Hey, Dr. Driver, no pressure.
But, Driver now has what can clearly be called a mandate. In fact, after she’d served just a few months as boss, the school board was downright giddy as Director Meagan Holman made the motion to offer the position to Driver Tuesday night and as at least two fellow board members jumped to second.
Some board members were so eager to have Driver ink the deal then and there that they had to be reminded they were still on the air at 88.9 FM. It was an encouraging moment of enthusiasm in a city where most conversations about schools are often heated and heavy.
The first woman to hold the post of permanent MPS superintendent (there have been assistants and interims dating back to 1919) Driver knows the district. Before being tabbed as temporary top dog in June, she worked as the district’s chief innovation officer and was instrumental in rolling out the district’s MPS-GEF Demonstration Schools, funded by a grant from the industrial giant.
She also led the district’s implementation of Common Core standards. Driver’s background includes teaching in Detroit Public Schools and was deputy chief of Philadelphia’s Empowerment Schools.
So, she knows what she needs to do — did I mention she recently earned her doctorate in Harvard’s Urban Superintendency program? — and I suspect she at least has a sense of how to do it. And it sure sounds like that, at least for now, she has the board on her side.

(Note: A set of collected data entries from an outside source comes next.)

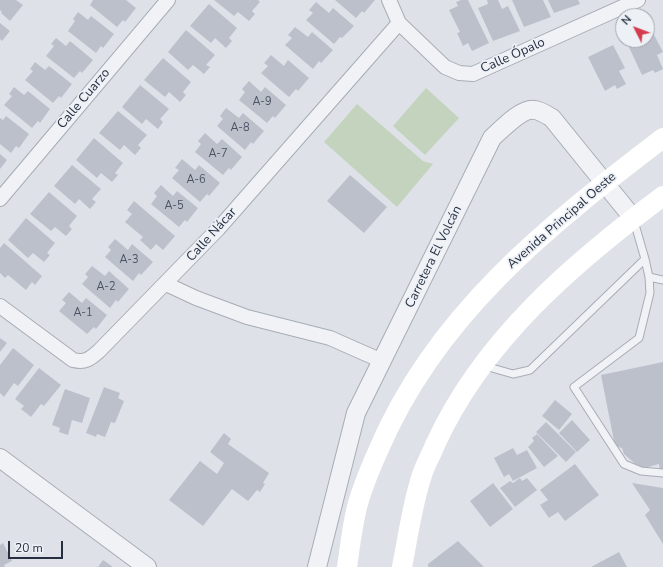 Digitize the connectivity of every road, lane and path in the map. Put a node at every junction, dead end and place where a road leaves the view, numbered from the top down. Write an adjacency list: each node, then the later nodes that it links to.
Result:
1 (168, 0): 8 (street, Calle Cuarzo)
2 (389, 0): 4 (street)
3 (638, 0): 4 (street, Calle Ópalo)
4 (399, 23): 13 (street, Calle Nácar)
5 (663, 138): 6 (main road, Avenida Principal Oeste)
6 (606, 182): 9 (street, Carretera El Volcán); 15 (street, Carretera El Volcán); 21 (main road, Avenida Principal Oeste)
7 (663, 196): 9 (main road)
8 (0, 199)
9 (633, 218): 10 (lane); 16 (main road)
10 (645, 259): 11 (lane); 16 (lane)
11 (649, 277): 12 (lane); 18 (lane)
12 (663, 280)
13 (166, 284): 14 (street, Calle Nácar); 15 (street)
14 (0, 306)
15 (382, 361): 20 (street, Carretera El Volcán)
16 (483, 366): 22 (main road)
17 (0, 458): 19 (street)
18 (663, 473)
19 (147, 567)
20 (317, 567)
21 (347, 567)
22 (402, 567) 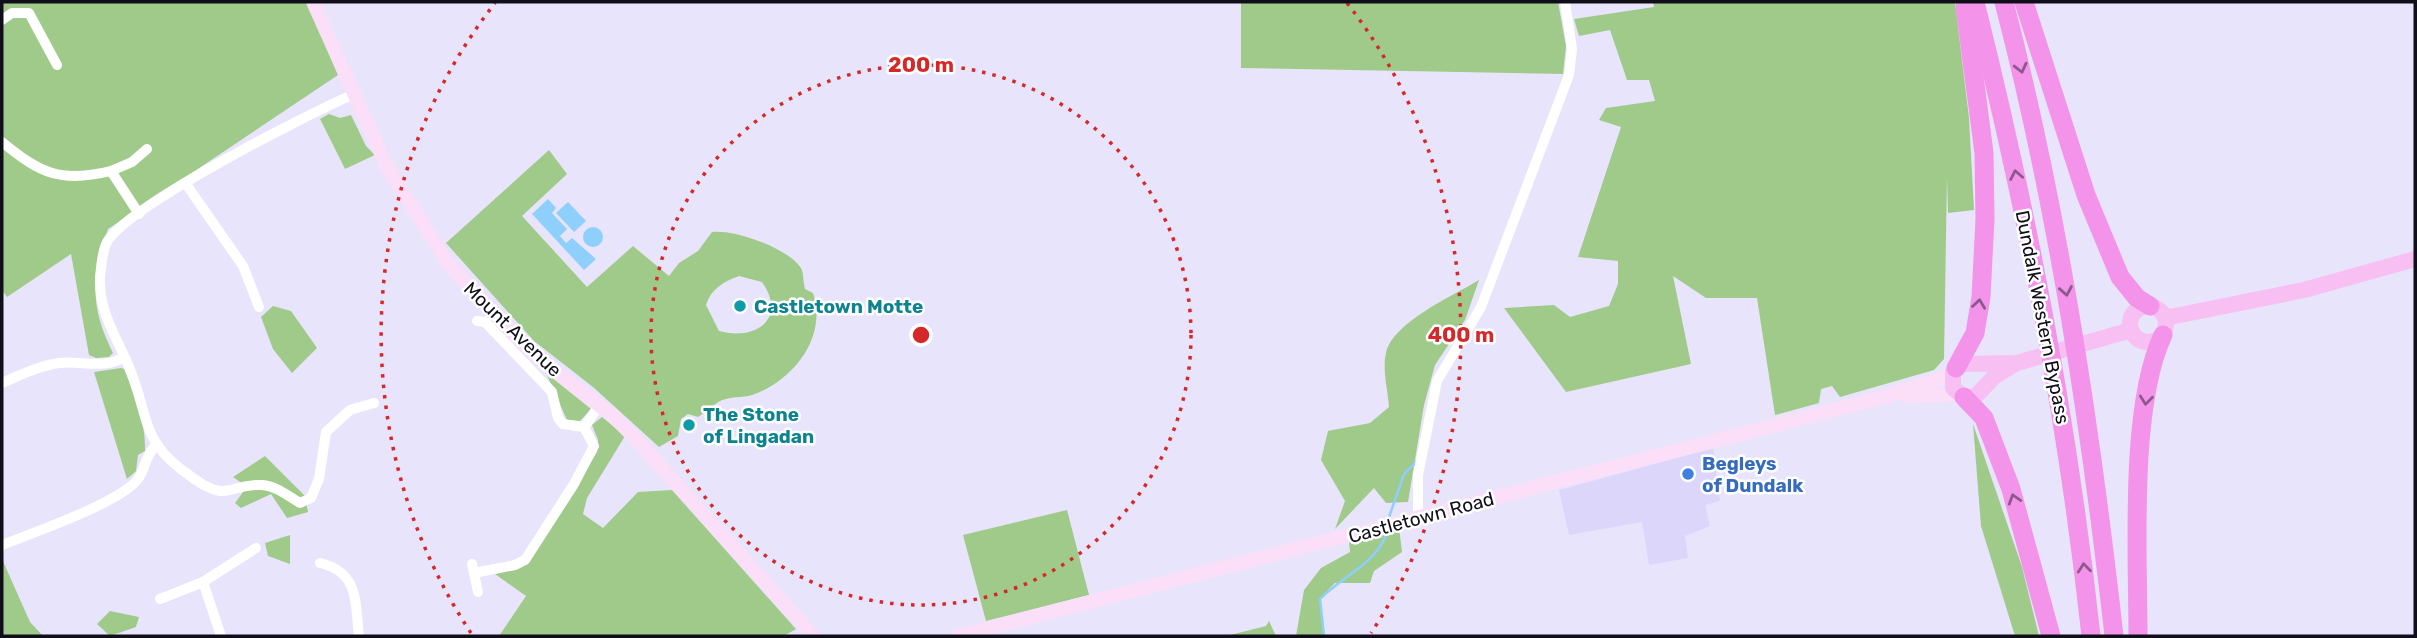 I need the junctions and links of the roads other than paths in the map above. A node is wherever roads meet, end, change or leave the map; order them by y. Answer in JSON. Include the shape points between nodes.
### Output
{"nodes":[{"id":1,"x":313,"y":2,"type":"edge"},
{"id":2,"x":1566,"y":2,"type":"edge"},
{"id":3,"x":1964,"y":2,"type":"edge"},
{"id":4,"x":1976,"y":2,"type":"edge"},
{"id":5,"x":2004,"y":2,"type":"edge"},
{"id":6,"x":2024,"y":2,"type":"edge"},
{"id":7,"x":2,"y":20,"type":"edge"},
{"id":8,"x":57,"y":65,"type":"dead end"},
{"id":9,"x":352,"y":95,"type":"junction"},
{"id":10,"x":2,"y":142,"type":"edge"},
{"id":11,"x":147,"y":149,"type":"dead end"},
{"id":12,"x":111,"y":171,"type":"junction"},
{"id":13,"x":186,"y":184,"type":"junction"},
{"id":14,"x":139,"y":214,"type":"junction"},
{"id":15,"x":2415,"y":259,"type":"edge"},
{"id":16,"x":259,"y":307,"type":"dead end"},
{"id":17,"x":2160,"y":319,"type":"junction"},
{"id":18,"x":477,"y":321,"type":"dead end"},
{"id":19,"x":2131,"y":330,"type":"junction"},
{"id":20,"x":124,"y":357,"type":"junction"},
{"id":21,"x":2017,"y":363,"type":"junction"},
{"id":22,"x":1960,"y":368,"type":"junction"},
{"id":23,"x":2,"y":383,"type":"edge"},
{"id":24,"x":1986,"y":388,"type":"junction"},
{"id":25,"x":1961,"y":396,"type":"junction"},
{"id":26,"x":1885,"y":397,"type":"junction"},
{"id":27,"x":374,"y":403,"type":"dead end"},
{"id":28,"x":599,"y":407,"type":"junction"},
{"id":29,"x":584,"y":427,"type":"junction"},
{"id":30,"x":155,"y":446,"type":"junction"},
{"id":31,"x":1418,"y":518,"type":"junction"},
{"id":32,"x":2,"y":545,"type":"edge"},
{"id":33,"x":256,"y":548,"type":"dead end"},
{"id":34,"x":320,"y":563,"type":"dead end"},
{"id":35,"x":203,"y":582,"type":"junction"},
{"id":36,"x":478,"y":592,"type":"dead end"},
{"id":37,"x":160,"y":599,"type":"dead end"},
{"id":38,"x":221,"y":636,"type":"edge"},
{"id":39,"x":359,"y":636,"type":"edge"},
{"id":40,"x":813,"y":636,"type":"edge"},
{"id":41,"x":958,"y":636,"type":"edge"},
{"id":42,"x":2051,"y":636,"type":"edge"},
{"id":43,"x":2091,"y":636,"type":"edge"},
{"id":44,"x":2114,"y":636,"type":"edge"},
{"id":45,"x":2138,"y":636,"type":"edge"}],
"edges":[{"from":1,"to":9,"type":"main road","name":"Mount Avenue"},
{"from":2,"to":31,"type":"street","via":[[1572,49],[1569,75],[1481,307],[1437,381],[1418,475]]},
{"from":22,"to":3,"type":"highway","one_way":true,"via":[[1975,333],[1985,219],[1984,153]]},
{"from":43,"to":4,"type":"highway","name":"Dundalk Western Bypass","one_way":true,"via":[[2046,329],[2007,128]]},
{"from":5,"to":44,"type":"highway","name":"Dundalk Western Bypass","one_way":true,"via":[[2037,139],[2070,314],[2091,440]]},
{"from":6,"to":17,"type":"highway","via":[[2086,195],[2120,278]]},
{"from":7,"to":8,"type":"street","via":[[12,13],[29,13]]},
{"from":9,"to":13,"type":"street"},
{"from":9,"to":28,"type":"main road","name":"Mount Avenue","via":[[408,205],[449,265],[531,352]]},
{"from":10,"to":12,"type":"street","via":[[44,173],[90,176]]},
{"from":11,"to":12,"type":"street","via":[[136,167]]},
{"from":12,"to":14,"type":"street"},
{"from":13,"to":14,"type":"street"},
{"from":13,"to":16,"type":"street","via":[[243,266]]},
{"from":14,"to":20,"type":"street","via":[[107,243],[98,285],[111,334]]},
{"from":15,"to":17,"type":"main road","via":[[2304,290]]},
{"from":17,"to":19,"type":"main road","via":[[2134,313]]},
{"from":17,"to":19,"type":"main road","via":[[2154,341],[2143,341]]},
{"from":17,"to":45,"type":"highway","one_way":true,"via":[[2140,465]]},
{"from":18,"to":29,"type":"street","via":[[485,322],[500,342],[542,379],[552,392],[563,424]]},
{"from":19,"to":21,"type":"main road"},
{"from":20,"to":23,"type":"street","via":[[103,364],[61,362]]},
{"from":20,"to":30,"type":"street"},
{"from":21,"to":22,"type":"main road"},
{"from":21,"to":24,"type":"main road","via":[[1994,377]]},
{"from":22,"to":24,"type":"main road","via":[[1986,373]]},
{"from":22,"to":25,"type":"main road","via":[[1953,388]]},
{"from":22,"to":26,"type":"main road","name":"Castletown Road"},
{"from":24,"to":25,"type":"main road","via":[[1975,397]]},
{"from":25,"to":26,"type":"main road","name":"Castletown Road"},
{"from":42,"to":25,"type":"highway","one_way":true,"via":[[2011,489],[1984,418]]},
{"from":26,"to":31,"type":"main road","name":"Castletown Road"},
{"from":27,"to":30,"type":"street","via":[[350,410],[326,432],[319,479],[311,498],[300,503],[276,487],[261,485],[226,493],[214,490],[193,479]]},
{"from":28,"to":29,"type":"street"},
{"from":28,"to":40,"type":"main road","name":"Mount Avenue","via":[[635,438]]},
{"from":29,"to":36,"type":"street","via":[[594,446],[589,459],[525,560],[473,569]]},
{"from":30,"to":32,"type":"street","via":[[129,487]]},
{"from":31,"to":41,"type":"main road","name":"Castletown Road"},
{"from":33,"to":35,"type":"street"},
{"from":34,"to":39,"type":"street","via":[[346,573]]},
{"from":35,"to":37,"type":"street"},
{"from":35,"to":38,"type":"street"}]}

With enrollment appearing basically stagnant this year — very slightly down, though no official numbers have yet been released — after a slight tick upward last year, reversing a decades-long trend of falling enrollment, Driver must repeat Thornton’s mantra of growing market share.
And surely she gets that one way to not only draw more enrollment into the district, but to improve outcomes for existing students, is through specialty programs, be it language immersion, be it International Baccalaureate, be it Montessori, be it GE schools, be it bolstered resources for so-called commitment schools, be it district charters that have the leeway to experiment, and then — as was the goal of the earliest charter advocates — share best practices with other schools.

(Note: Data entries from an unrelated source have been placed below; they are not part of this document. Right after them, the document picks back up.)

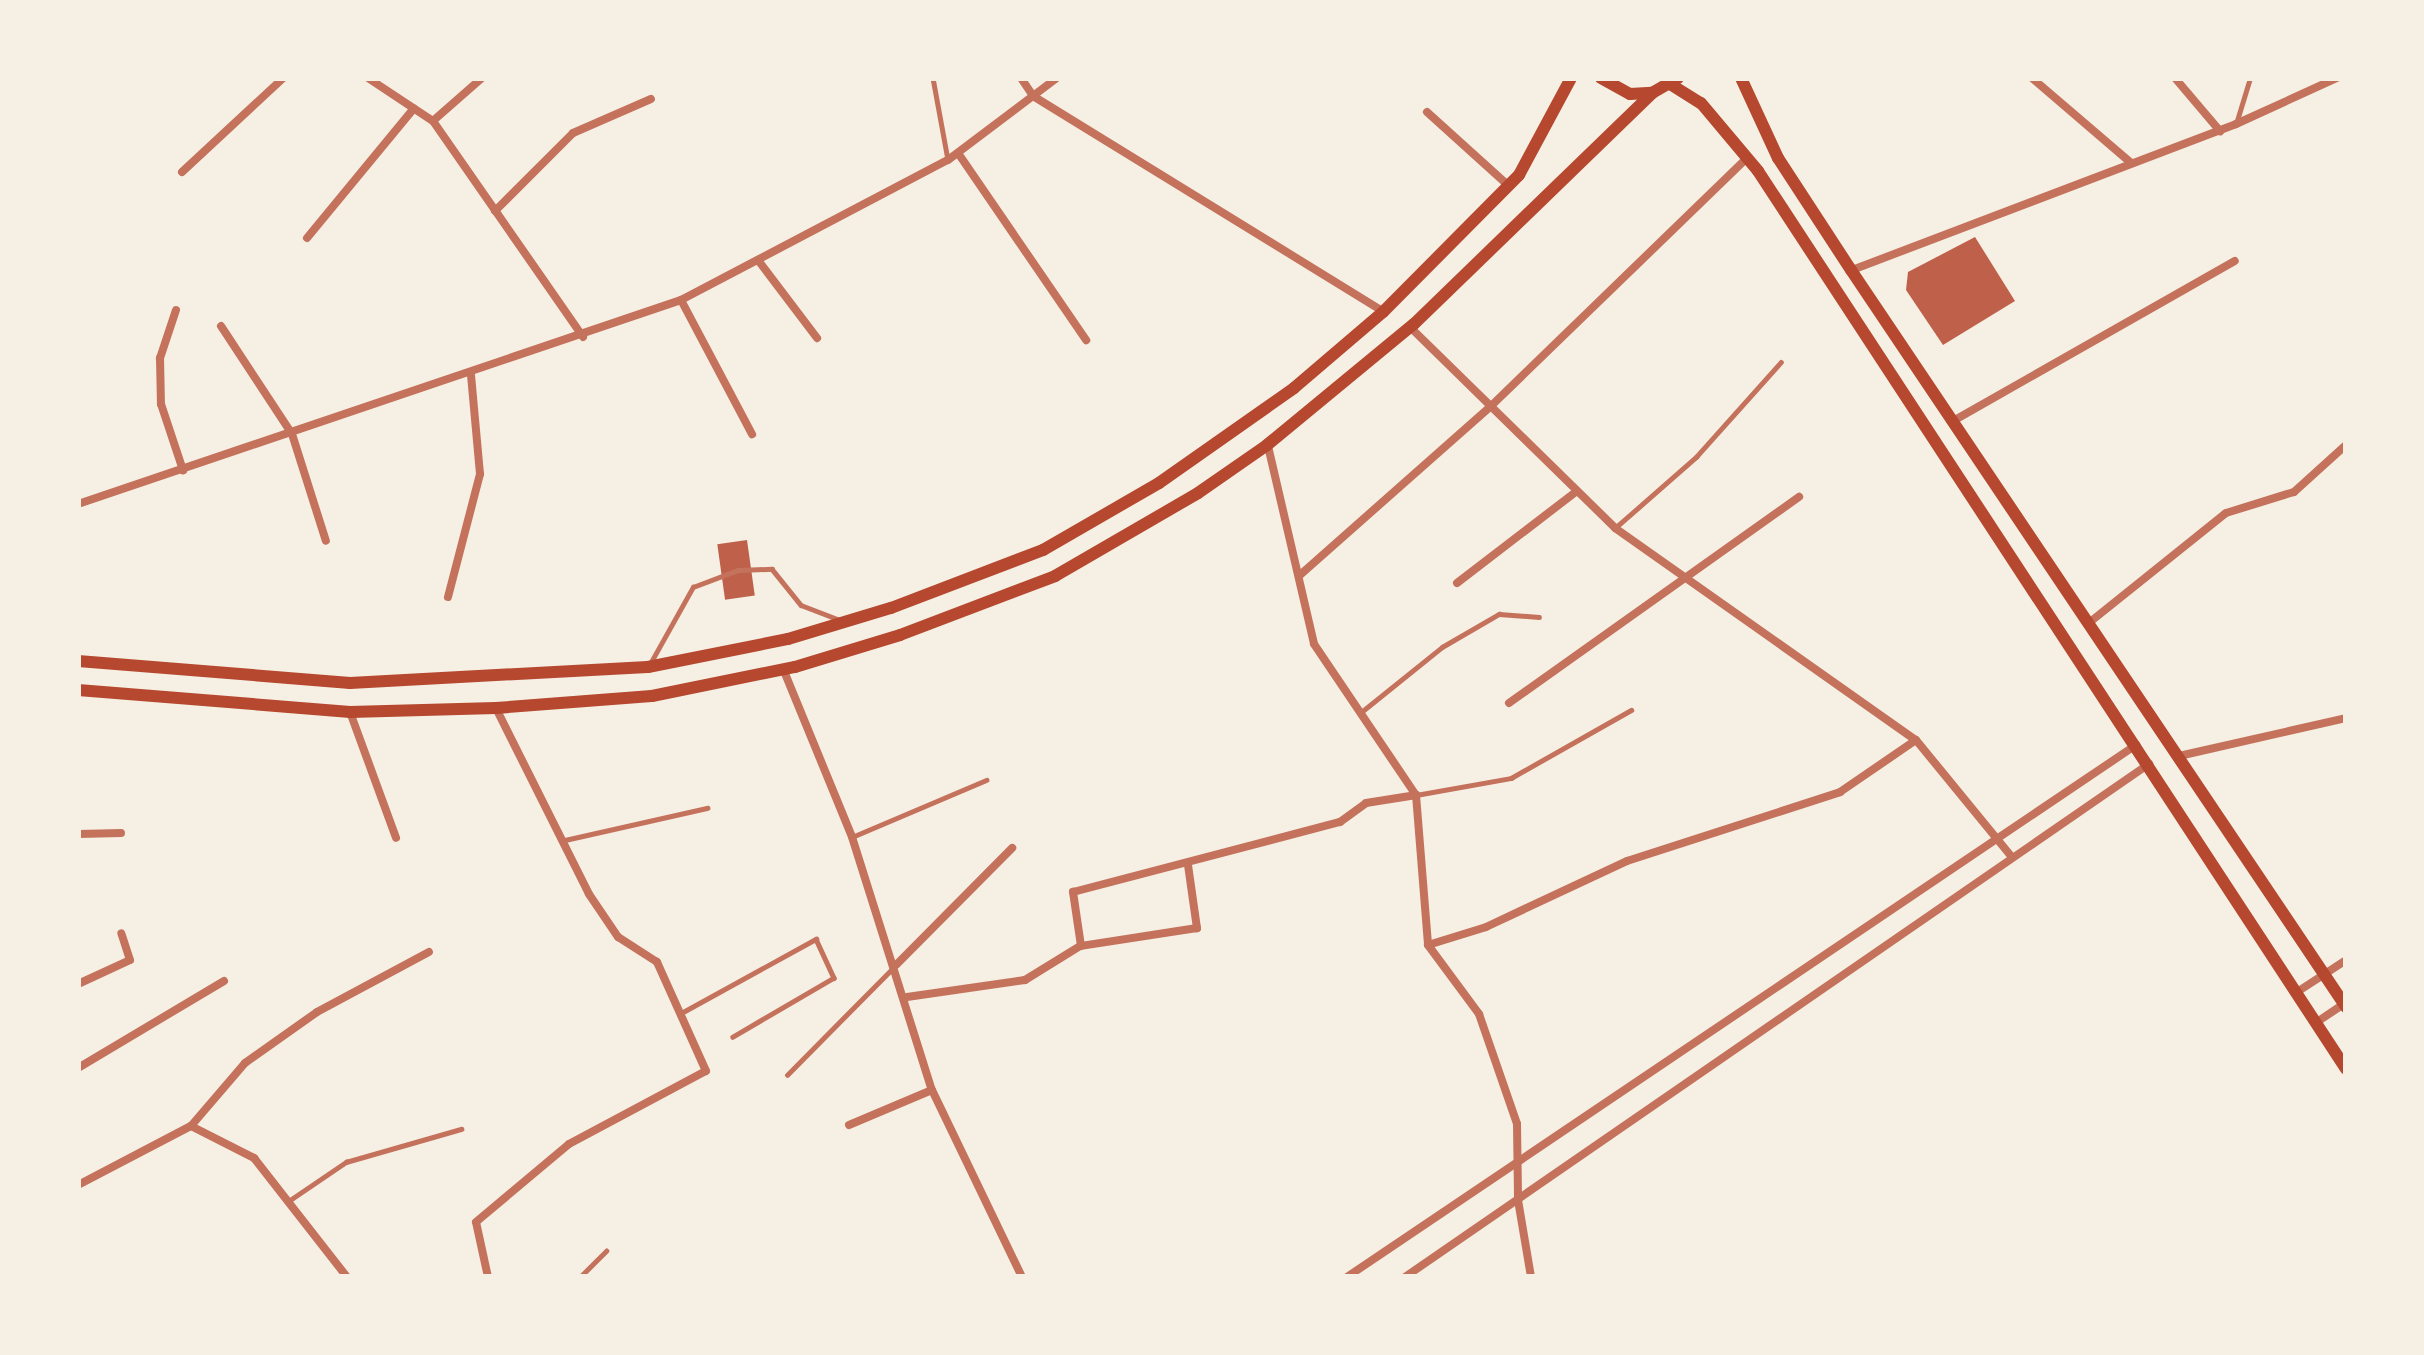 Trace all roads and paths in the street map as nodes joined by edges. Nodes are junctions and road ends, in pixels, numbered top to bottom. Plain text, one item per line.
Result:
1 (283, 78) edge
2 (368, 78) edge
3 (482, 78) edge
4 (933, 78) edge
5 (1021, 78) edge
6 (1058, 78) edge
7 (1571, 78) edge
8 (1600, 78) edge
9 (1741, 78) edge
10 (2032, 78) edge
11 (2175, 78) edge
12 (2250, 78) edge
13 (2337, 78) edge
14 (1674, 81) edge
15 (1652, 93) junction
16 (1033, 96) junction
17 (651, 99) dead end
18 (414, 108) junction
19 (1427, 112) dead end
20 (433, 121) junction
21 (2236, 124) junction
22 (2220, 131) junction
23 (958, 153) junction
24 (1748, 157) junction
25 (948, 160) junction
26 (2131, 164) junction
27 (182, 172) dead end
28 (1509, 186) junction
29 (495, 211) junction
30 (307, 238) dead end
31 (758, 260) junction
32 (2235, 261) dead end
33 (1851, 270) junction
34 (1832, 280) junction
35 (681, 300) junction
36 (176, 310) dead end
37 (1383, 312) junction
38 (221, 326) dead end
39 (1410, 327) junction
40 (584, 337) junction
41 (817, 338) dead end
42 (1086, 340) dead end
43 (1781, 362) dead end
44 (471, 374) junction
45 (1490, 407) junction
46 (1953, 421) junction
47 (289, 430) junction
48 (752, 434) dead end
49 (1268, 445) junction
50 (2346, 445) edge
51 (183, 470) junction
52 (1577, 491) junction
53 (1799, 497) dead end
54 (78, 504) edge
55 (1615, 528) junction
56 (326, 542) dead end
57 (1300, 575) junction
58 (1686, 578) junction
59 (1457, 583) dead end
60 (448, 597) dead end
61 (1539, 617) dead end
62 (846, 621) junction
63 (2090, 622) junction
64 (78, 661) edge
65 (648, 667) junction
66 (783, 669) junction
67 (78, 690) edge
68 (1509, 703) dead end
69 (496, 708) junction
70 (1631, 710) dead end
71 (350, 712) junction
72 (1360, 713) junction
73 (2346, 718) edge
74 (1916, 740) junction
75 (2137, 744) junction
76 (2179, 756) junction
77 (2150, 764) junction
78 (986, 780) dead end
79 (1416, 795) junction
80 (707, 808) dead end
81 (121, 833) dead end
82 (78, 834) edge
83 (852, 837) junction
84 (1992, 837) junction
85 (396, 838) dead end
86 (566, 840) junction
87 (1012, 848) dead end
88 (2010, 855) junction
89 (1188, 865) junction
90 (121, 933) dead end
91 (1427, 945) junction
92 (1081, 946) junction
93 (429, 952) dead end
94 (2346, 959) edge
95 (896, 965) junction
96 (2323, 975) junction
97 (224, 981) dead end
98 (78, 984) edge
99 (2296, 993) junction
100 (907, 997) junction
101 (2345, 1004) edge
102 (680, 1014) junction
103 (2315, 1023) junction
104 (733, 1037) dead end
105 (78, 1068) edge
106 (2346, 1069) edge
107 (787, 1075) dead end
108 (932, 1090) junction
109 (849, 1125) dead end
110 (191, 1126) junction
111 (461, 1129) dead end
112 (1518, 1162) junction
113 (78, 1185) edge
114 (290, 1200) junction
115 (1518, 1200) junction
116 (606, 1251) dead end
117 (347, 1277) edge
118 (488, 1277) edge
119 (580, 1277) edge
120 (1022, 1277) edge
121 (1347, 1277) edge
122 (1405, 1277) edge
123 (1531, 1277) edge

1 - 27 street
2 - 18 street
3 - 20 street
4 - 25 lane
5 - 16 street
6 - 16 street
7 - 28 main road
8 - 15 main road
9 - 33 main road
10 - 26 street
11 - 22 street
12 - 21 lane
13 - 21 street
14 - 15 main road
14 - 24 main road
15 - 39 main road
16 - 23 street
16 - 37 street
17 - 29 street
18 - 20 street
18 - 30 street
19 - 28 street
20 - 29 street
21 - 22 street
22 - 26 street
23 - 25 street
23 - 42 street
24 - 34 main road
24 - 45 street
25 - 31 street
26 - 33 street
28 - 37 main road
29 - 40 street
31 - 35 street
31 - 41 street
32 - 46 street
33 - 34 main road
33 - 46 main road
34 - 75 main road
35 - 40 street
35 - 48 street
36 - 51 street
37 - 62 main road
38 - 47 street
39 - 45 street
39 - 49 main road
40 - 44 street
43 - 55 lane
44 - 47 street
44 - 60 street
45 - 52 street
45 - 57 street
46 - 63 main road
47 - 51 street
47 - 56 street
49 - 57 street
49 - 66 main road
50 - 63 street
51 - 54 street
52 - 55 street
52 - 59 street
53 - 58 street
55 - 58 street
57 - 72 street
58 - 68 street
58 - 74 street
61 - 72 lane
62 - 65 main road
62 - 65 lane
63 - 76 main road
64 - 65 main road
66 - 69 main road
66 - 83 street
67 - 71 main road
69 - 71 main road
69 - 86 street
70 - 79 lane
71 - 85 street
72 - 79 street
73 - 76 street
74 - 84 street
74 - 91 street
75 - 77 main road
75 - 84 street
76 - 96 main road
77 - 88 street
77 - 99 main road
78 - 83 lane
79 - 89 street
79 - 91 street
80 - 86 lane
81 - 82 street
83 - 95 street
84 - 88 street
84 - 112 street
86 - 102 street
87 - 95 street
88 - 115 street
89 - 92 street
89 - 92 street
90 - 98 street
91 - 112 street
92 - 100 street
93 - 110 street
94 - 96 street
95 - 100 street
95 - 107 lane
96 - 99 street
96 - 101 main road
97 - 105 street
99 - 103 main road
100 - 108 street
101 - 103 street
102 - 104 lane
102 - 118 street
103 - 106 main road
108 - 109 street
108 - 120 street
110 - 113 street
110 - 114 street
111 - 114 lane
112 - 115 street
112 - 121 street
114 - 117 street
115 - 122 street
115 - 123 street
116 - 119 lane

Instead of selling empty buildings, MPS must fill them.
With the support of the board, Driver can and should be bold.
But that alone will not be enough. She needs to change the narrative. Again, school talk in Milwaukee is toxic. Some vocal segments of the population have so lost faith in public schooling here that any district announcement of success is met with scorn, disbelief and partisan rage.
Without selling public schools down the river, Dr. Driver must guide the city to a place where every child is offered a great education. And because she leads what is by far the largest of what folks call the three streams — public, charter and choice schools — she is best positioned to do it. With 80,000 kids under her daily care, it is also her duty.
But the streams flow uphill in many ways, with poverty, violence, segregation, partisanship and perception throwing up dams like so many bands of eager beavers. That means that Driver will have to paddle for dear life to make progress.
Luckily for her, there are many in Milwaukee who still believe in public schools and are willing to row alongside her.